• GOAL OF THE EXERCISE:
Please copy the data below exactly, from its first line through the line holding "ctx.set_miter_limit(4)", and skip the pictures.

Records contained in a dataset
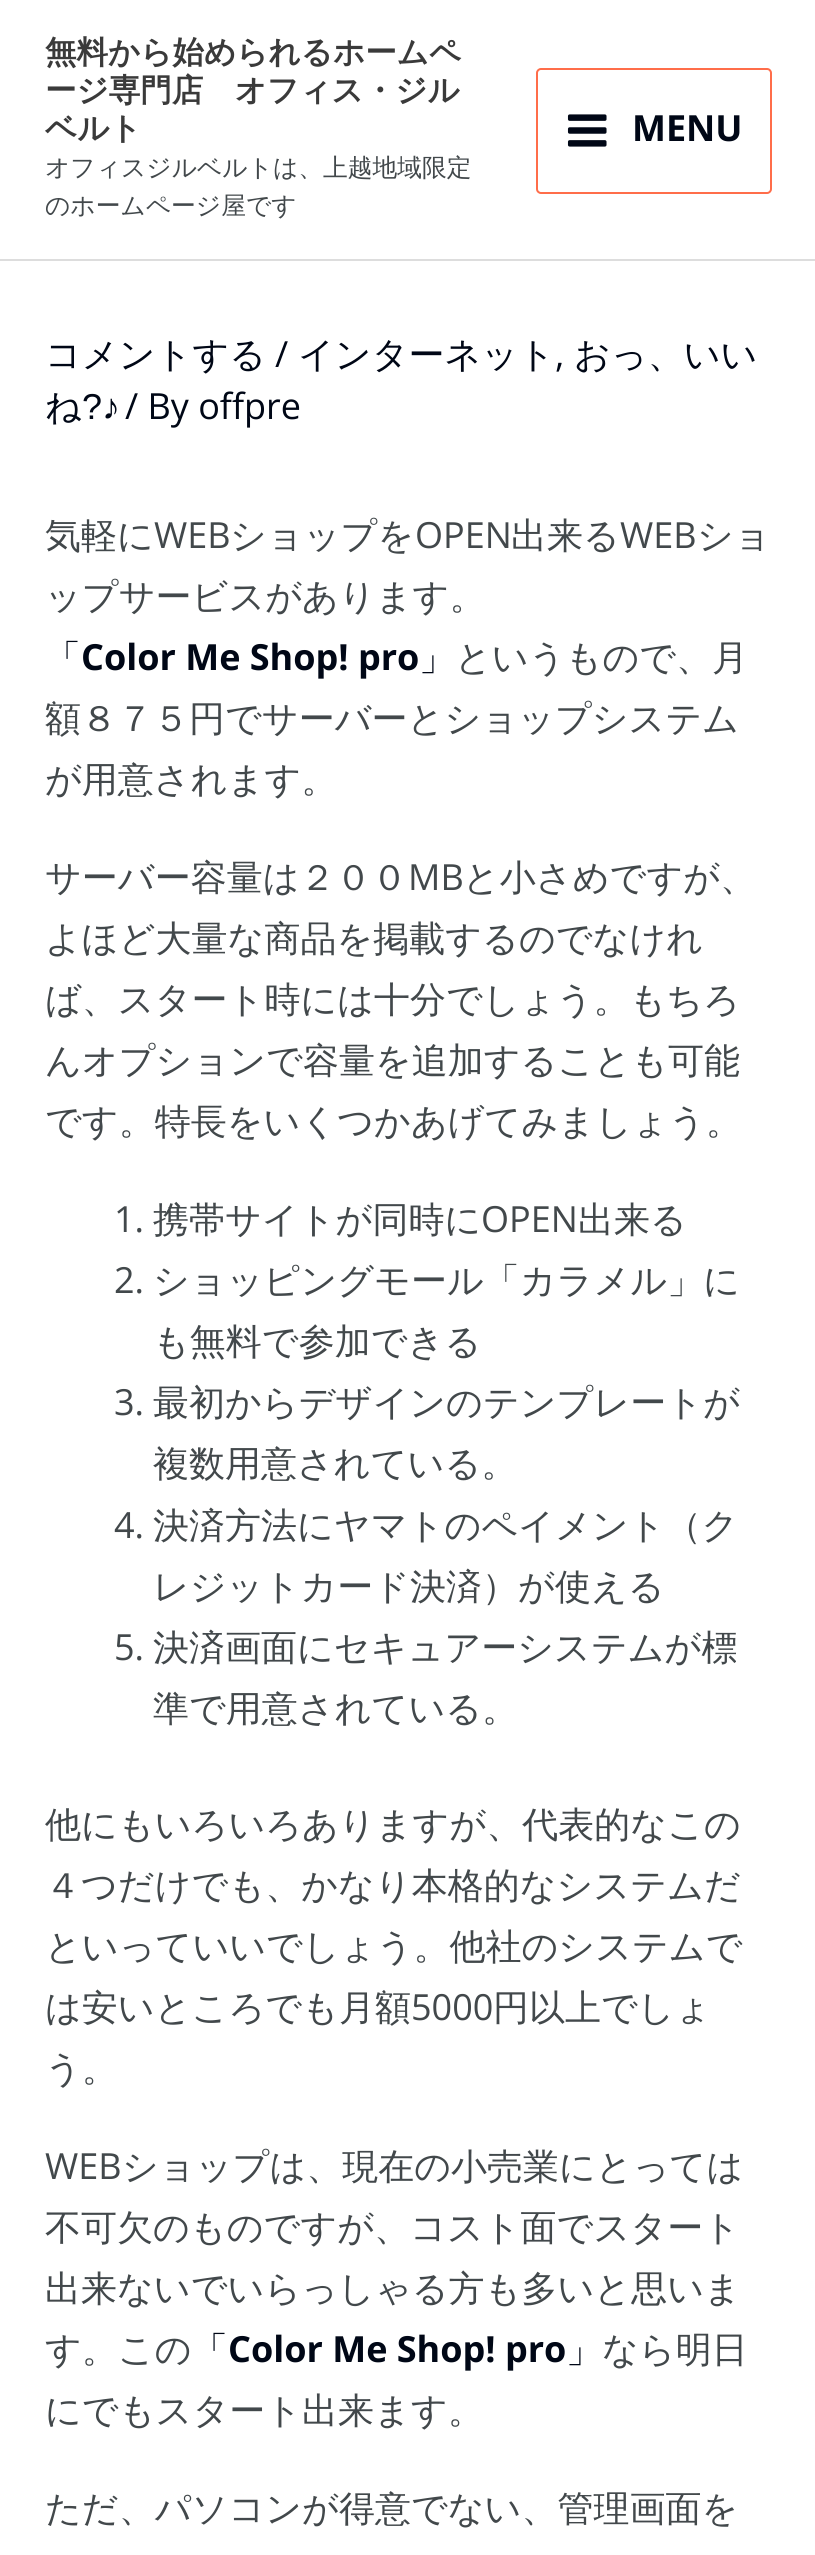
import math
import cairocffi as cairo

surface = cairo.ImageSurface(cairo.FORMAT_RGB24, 815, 2555)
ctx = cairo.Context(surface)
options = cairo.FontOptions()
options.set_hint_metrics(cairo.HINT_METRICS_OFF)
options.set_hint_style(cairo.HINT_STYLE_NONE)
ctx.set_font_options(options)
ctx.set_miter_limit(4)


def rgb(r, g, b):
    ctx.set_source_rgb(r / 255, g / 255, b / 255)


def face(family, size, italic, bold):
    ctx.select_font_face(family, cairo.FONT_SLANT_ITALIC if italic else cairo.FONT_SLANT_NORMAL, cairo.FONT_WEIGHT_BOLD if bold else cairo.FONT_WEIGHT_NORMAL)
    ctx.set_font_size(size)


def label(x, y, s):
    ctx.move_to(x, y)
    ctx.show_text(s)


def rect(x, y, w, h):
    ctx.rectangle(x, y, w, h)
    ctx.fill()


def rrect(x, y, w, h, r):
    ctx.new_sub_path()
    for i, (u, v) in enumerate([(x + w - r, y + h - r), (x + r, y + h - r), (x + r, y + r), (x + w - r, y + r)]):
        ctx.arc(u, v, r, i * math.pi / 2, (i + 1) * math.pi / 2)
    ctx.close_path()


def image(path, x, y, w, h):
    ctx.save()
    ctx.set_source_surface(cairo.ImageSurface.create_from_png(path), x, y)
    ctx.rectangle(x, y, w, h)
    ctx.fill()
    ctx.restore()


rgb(255, 255, 255)
ctx.paint()
rgb(221, 221, 221)
rect(0, 259, 815, 2)
face('WenQuanYi Zen Hei', 31.5, 0, 1)
rgb(58, 58, 58)
label(45, 63, '無料から始められるホームペ')
label(45, 101, 'ージ専門店　オフィス・ジル')
label(45, 139, 'ベルト')
face('WenQuanYi Zen Hei Medium', 24.75, 0, 0)
rgb(66, 72, 75)
label(45, 176, 'オフィスジルベルトは、上越地域限定')
label(45, 214, 'のホームページ屋です')
rrect(537, 69, 234, 124, 4)
rgb(255, 109, 74)
ctx.stroke()
image('image0.png', 567, 114, 40, 33)
face('Open Sans', 36, 0, 1)
rgb(0, 7, 22)
label(632, 141, 'MENU')
face('WenQuanYi Zen Hei Medium', 36, 0, 0)
label(45, 367, 'コメントする')
face('Open Sans', 36, 0, 0)
label(275, 367, '/')
face('WenQuanYi Zen Hei Medium', 36, 0, 0)
label(298, 367, 'インターネット')
face('Open Sans', 36, 0, 0)
label(555, 367, ',')
face('WenQuanYi Zen Hei Medium', 36, 0, 0)
label(574, 367, 'おっ、いい')
label(45, 419, 'ね')
face('Liberation Sans', 36, 0, 0)
label(82, 419, '?♪')
face('Open Sans', 36, 0, 0)
label(125, 419, '/ By offpre')
face('WenQuanYi Zen Hei Medium', 36, 0, 0)
rgb(66, 72, 75)
label(45, 548, '気軽に')
face('Open Sans', 36, 0, 0)
label(154, 548, 'WEB')
face('WenQuanYi Zen Hei Medium', 36, 0, 0)
label(230, 548, 'ショップを')
face('Open Sans', 36, 0, 0)
label(415, 548, 'OPEN')
face('WenQuanYi Zen Hei Medium', 36, 0, 0)
label(511, 548, '出来る')
face('Open Sans', 36, 0, 0)
label(620, 548, 'WEB')
face('WenQuanYi Zen Hei Medium', 36, 0, 0)
label(697, 548, 'ショ')
label(45, 609, 'ップサービスがあります。')
rgb(0, 7, 22)
label(45, 670, '「')
face('Open Sans', 36, 0, 1)
label(81, 670, 'Color Me Shop! pro')
face('WenQuanYi Zen Hei Medium', 36, 0, 0)
label(419, 670, '」')
rgb(66, 72, 75)
label(455, 670, 'というもので、月')
label(45, 731, '額８７５円でサーバーとショップシステム')
label(45, 792, 'が用意されます。')
label(45, 890, 'サーバー容量は２００')
face('Open Sans', 36, 0, 0)
label(408, 890, 'MB')
face('WenQuanYi Zen Hei Medium', 36, 0, 0)
label(463, 890, 'と小さめですが、')
label(45, 951, 'よほど大量な商品を掲載するのでなけれ')
label(45, 1012, 'ば、スタート時には十分でしょう。もちろ')
label(45, 1073, 'んオプションで容量を追加することも可能')
label(45, 1134, 'です。特長をいくつかあげてみましょう。')
face('Open Sans', 36, 0, 0)
label(114, 1232, '1.')
face('WenQuanYi Zen Hei Medium', 36, 0, 0)
label(153, 1232, '携帯サイトが同時に')
face('Open Sans', 36, 0, 0)
label(481, 1232, 'OPEN')
face('WenQuanYi Zen Hei Medium', 36, 0, 0)
label(578, 1232, '出来る')
face('Open Sans', 36, 0, 0)
label(114, 1293, '2.')
face('WenQuanYi Zen Hei Medium', 36, 0, 0)
label(153, 1293, 'ショッピングモール「カラメル」に')
label(153, 1354, 'も無料で参加できる')
face('Open Sans', 36, 0, 0)
label(114, 1415, '3.')
face('WenQuanYi Zen Hei Medium', 36, 0, 0)
label(153, 1415, '最初からデザインのテンプレートが')
label(153, 1476, '複数用意されている。')
face('Open Sans', 36, 0, 0)
label(114, 1538, '4.')
face('WenQuanYi Zen Hei Medium', 36, 0, 0)
label(153, 1538, '決済方法にヤマトのペイメント（ク')
label(153, 1599, 'レジットカード決済）が使える')
face('Open Sans', 36, 0, 0)
label(114, 1660, '5.')
face('WenQuanYi Zen Hei Medium', 36, 0, 0)
label(153, 1660, '決済画面にセキュアーシステムが標')
label(153, 1721, '準で用意されている。')
label(45, 1837, '他にもいろいろありますが、代表的なこの')
label(45, 1898, '４つだけでも、かなり本格的なシステムだ')
label(45, 1959, 'といっていいでしょう。他社のシステムで')
label(45, 2020, 'は安いところでも月額')
face('Open Sans', 36, 0, 0)
label(411, 2020, '5000')
face('WenQuanYi Zen Hei Medium', 36, 0, 0)
label(493, 2020, '円以上でしょ')
label(45, 2081, 'う。')
face('Open Sans', 36, 0, 0)
label(45, 2179, 'WEB')
face('WenQuanYi Zen Hei Medium', 36, 0, 0)
label(122, 2179, 'ショップは、現在の小売業にとっては')
label(45, 2240, '不可欠のものですが、コスト面でスタート')
label(45, 2301, '出来ないでいらっしゃる方も多いと思いま')
label(45, 2362, 'す。この')
rgb(0, 7, 22)
label(192, 2362, '「')
face('Open Sans', 36, 0, 1)
label(228, 2362, 'Color Me Shop! pro')
face('WenQuanYi Zen Hei Medium', 36, 0, 0)
label(566, 2362, '」')
rgb(66, 72, 75)
label(602, 2362, 'なら明日')
label(45, 2423, 'にでもスタート出来ます。')
label(45, 2521, 'ただ、パソコンが得意でない、管理画面を')
surface.write_to_png('render.png')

• RESULT BELOW:
import math
import cairocffi as cairo

surface = cairo.ImageSurface(cairo.FORMAT_RGB24, 815, 2555)
ctx = cairo.Context(surface)
options = cairo.FontOptions()
options.set_hint_metrics(cairo.HINT_METRICS_OFF)
options.set_hint_style(cairo.HINT_STYLE_NONE)
ctx.set_font_options(options)
ctx.set_miter_limit(4)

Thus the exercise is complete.